Using Synthetic and Pseudosynthetic Data to Enhance Polyp Detection in Future AI-Assisted Endoscopy Frameworks. Is it the Right Time?

Background/Objectives: Colorectal cancer (CRC) is a widespread malignancy that can be mitigated through early detection and removal of precancerous polyps. Artificial intelligence (AI), particularly deep learning, enhances polyp detection during colonoscopy but faces challenges due to limited medical imaging datasets. This study evaluates whether synthetic and pseudosynthetic data—augmented data generated from original datasets—can improve AI accuracy for polyp detection. Methods: We used multiple real and synthetic polyp datasets, applying data augmentation techniques to create pseudosynthetic data, and employing a modified U-Net architecture for polyp segmentation. The model was trained and evaluated across ten experiments using different combinations of real, pseudosynthetic, and synthetic data.
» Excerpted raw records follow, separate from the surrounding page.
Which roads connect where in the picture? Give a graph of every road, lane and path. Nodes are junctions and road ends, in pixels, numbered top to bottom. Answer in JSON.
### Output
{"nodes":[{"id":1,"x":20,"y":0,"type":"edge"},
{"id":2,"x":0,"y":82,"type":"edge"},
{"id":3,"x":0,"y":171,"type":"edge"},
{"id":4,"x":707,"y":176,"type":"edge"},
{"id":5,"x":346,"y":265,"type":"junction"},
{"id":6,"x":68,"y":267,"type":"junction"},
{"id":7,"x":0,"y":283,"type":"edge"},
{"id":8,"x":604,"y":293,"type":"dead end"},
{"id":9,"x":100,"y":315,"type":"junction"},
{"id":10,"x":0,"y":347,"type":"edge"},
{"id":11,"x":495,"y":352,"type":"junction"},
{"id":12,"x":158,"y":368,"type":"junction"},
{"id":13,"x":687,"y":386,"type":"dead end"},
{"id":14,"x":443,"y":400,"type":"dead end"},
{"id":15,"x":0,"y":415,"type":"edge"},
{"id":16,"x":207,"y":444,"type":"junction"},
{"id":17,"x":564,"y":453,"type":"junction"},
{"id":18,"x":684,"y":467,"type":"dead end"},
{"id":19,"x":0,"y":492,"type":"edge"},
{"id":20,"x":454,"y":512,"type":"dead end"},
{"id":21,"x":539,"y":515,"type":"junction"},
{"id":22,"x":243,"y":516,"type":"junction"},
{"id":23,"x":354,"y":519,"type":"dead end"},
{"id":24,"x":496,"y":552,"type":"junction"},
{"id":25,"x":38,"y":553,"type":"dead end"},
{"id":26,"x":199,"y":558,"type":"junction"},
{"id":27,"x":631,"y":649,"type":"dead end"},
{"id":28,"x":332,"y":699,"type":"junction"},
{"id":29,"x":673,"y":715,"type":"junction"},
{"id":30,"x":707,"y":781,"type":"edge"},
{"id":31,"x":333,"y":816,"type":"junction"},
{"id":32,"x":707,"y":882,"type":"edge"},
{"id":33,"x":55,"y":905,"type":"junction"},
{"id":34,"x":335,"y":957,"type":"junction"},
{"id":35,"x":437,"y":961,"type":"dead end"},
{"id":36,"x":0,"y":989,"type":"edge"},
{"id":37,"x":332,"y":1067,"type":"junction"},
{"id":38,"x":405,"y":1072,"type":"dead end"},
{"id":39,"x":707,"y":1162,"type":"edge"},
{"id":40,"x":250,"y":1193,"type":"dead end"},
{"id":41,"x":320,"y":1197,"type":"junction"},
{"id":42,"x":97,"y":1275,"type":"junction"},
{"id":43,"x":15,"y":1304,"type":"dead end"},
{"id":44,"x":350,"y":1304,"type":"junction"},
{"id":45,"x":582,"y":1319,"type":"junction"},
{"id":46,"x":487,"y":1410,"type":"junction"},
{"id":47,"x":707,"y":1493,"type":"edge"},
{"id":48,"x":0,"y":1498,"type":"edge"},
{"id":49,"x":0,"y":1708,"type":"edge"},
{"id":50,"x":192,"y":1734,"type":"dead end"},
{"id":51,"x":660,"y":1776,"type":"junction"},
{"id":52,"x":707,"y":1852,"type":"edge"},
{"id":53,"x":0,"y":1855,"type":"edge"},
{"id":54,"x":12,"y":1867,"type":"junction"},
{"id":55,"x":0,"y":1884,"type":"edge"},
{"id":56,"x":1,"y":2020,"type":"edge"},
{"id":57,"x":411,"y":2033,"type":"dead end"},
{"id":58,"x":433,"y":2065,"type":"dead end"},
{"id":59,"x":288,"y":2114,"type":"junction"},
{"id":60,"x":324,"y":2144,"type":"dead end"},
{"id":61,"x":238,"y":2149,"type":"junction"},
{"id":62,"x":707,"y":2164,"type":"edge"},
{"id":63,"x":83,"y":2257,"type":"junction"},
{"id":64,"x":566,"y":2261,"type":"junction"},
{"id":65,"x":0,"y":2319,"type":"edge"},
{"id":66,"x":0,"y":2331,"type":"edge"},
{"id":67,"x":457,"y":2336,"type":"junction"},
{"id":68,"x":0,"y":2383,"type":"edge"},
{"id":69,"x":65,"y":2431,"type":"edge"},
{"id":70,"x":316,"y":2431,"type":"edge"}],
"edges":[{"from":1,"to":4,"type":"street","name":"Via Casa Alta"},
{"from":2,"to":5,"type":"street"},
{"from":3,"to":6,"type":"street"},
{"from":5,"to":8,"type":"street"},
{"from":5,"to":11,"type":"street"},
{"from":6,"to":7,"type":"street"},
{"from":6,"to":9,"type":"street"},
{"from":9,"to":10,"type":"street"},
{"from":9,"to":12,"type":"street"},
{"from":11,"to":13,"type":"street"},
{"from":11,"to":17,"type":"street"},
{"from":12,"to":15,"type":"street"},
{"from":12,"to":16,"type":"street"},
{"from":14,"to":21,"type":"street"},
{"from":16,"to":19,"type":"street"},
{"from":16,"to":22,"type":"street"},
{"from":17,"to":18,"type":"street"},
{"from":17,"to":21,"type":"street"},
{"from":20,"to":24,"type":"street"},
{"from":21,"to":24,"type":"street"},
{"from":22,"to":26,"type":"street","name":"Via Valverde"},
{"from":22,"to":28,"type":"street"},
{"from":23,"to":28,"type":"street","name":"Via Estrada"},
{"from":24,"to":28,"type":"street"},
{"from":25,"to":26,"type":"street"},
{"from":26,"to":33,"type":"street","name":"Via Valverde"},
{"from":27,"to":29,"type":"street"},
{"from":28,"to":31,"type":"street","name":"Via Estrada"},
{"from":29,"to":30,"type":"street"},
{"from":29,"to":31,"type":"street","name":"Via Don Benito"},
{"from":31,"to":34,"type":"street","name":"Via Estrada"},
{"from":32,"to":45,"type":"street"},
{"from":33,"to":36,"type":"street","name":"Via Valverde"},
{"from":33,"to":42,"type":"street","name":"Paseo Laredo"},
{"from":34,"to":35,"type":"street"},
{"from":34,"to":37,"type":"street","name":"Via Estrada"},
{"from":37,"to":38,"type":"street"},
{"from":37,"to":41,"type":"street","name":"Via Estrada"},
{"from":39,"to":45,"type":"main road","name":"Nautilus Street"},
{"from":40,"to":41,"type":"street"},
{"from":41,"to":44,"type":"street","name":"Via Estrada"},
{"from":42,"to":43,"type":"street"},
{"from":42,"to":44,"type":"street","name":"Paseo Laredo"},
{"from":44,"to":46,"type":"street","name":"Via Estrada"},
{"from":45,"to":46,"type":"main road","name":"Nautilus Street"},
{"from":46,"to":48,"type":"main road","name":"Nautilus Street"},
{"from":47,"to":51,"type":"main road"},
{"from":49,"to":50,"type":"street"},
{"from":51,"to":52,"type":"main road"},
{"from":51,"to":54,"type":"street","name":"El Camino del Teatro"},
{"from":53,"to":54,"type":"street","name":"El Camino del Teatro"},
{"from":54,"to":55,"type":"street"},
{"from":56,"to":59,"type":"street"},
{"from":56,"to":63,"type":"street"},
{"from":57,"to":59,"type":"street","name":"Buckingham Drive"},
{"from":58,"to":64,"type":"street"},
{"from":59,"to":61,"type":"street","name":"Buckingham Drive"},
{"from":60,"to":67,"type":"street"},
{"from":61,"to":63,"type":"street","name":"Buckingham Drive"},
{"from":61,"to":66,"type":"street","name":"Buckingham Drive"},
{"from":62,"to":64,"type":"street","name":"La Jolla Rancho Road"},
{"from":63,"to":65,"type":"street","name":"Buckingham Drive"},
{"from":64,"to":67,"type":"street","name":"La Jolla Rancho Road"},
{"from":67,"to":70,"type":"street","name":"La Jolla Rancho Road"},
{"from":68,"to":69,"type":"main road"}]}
Performance metrics included accuracy, precision, recall, Dice coefficient, Intersection over Union (IoU), and F1 score. External validation used the CVC-Colon-DB dataset with 612 image-mask pairs. Results: Combining real and pseudosynthetic data achieved the best performance, with a Dice score of 0.7638, precision of 0.7638, recall of 0.6774, and F1 score of 0.8979. Models trained solely on CycleGAN-generated data performed poorly, while diffusion-based synthetic data offered better generalization (precision: 0.7488, recall: 0.6695, F1: 0.8987). Conclusions: U-Net models trained with synthetic and pseudosynthetic data outperform those trained solely on real data, effectively addressing data scarcity, diversity, and ethical concerns. Models benefit more from pseudosynthetic data alone compared to mixed sources. Diffusion-generated synthetic data leads to better model performance than GAN-generated data. These findings confirm that synthetic and pseudosynthetic data are effective tools to improve model generalization and address ethical concerns in AI-assisted diagnostic environments.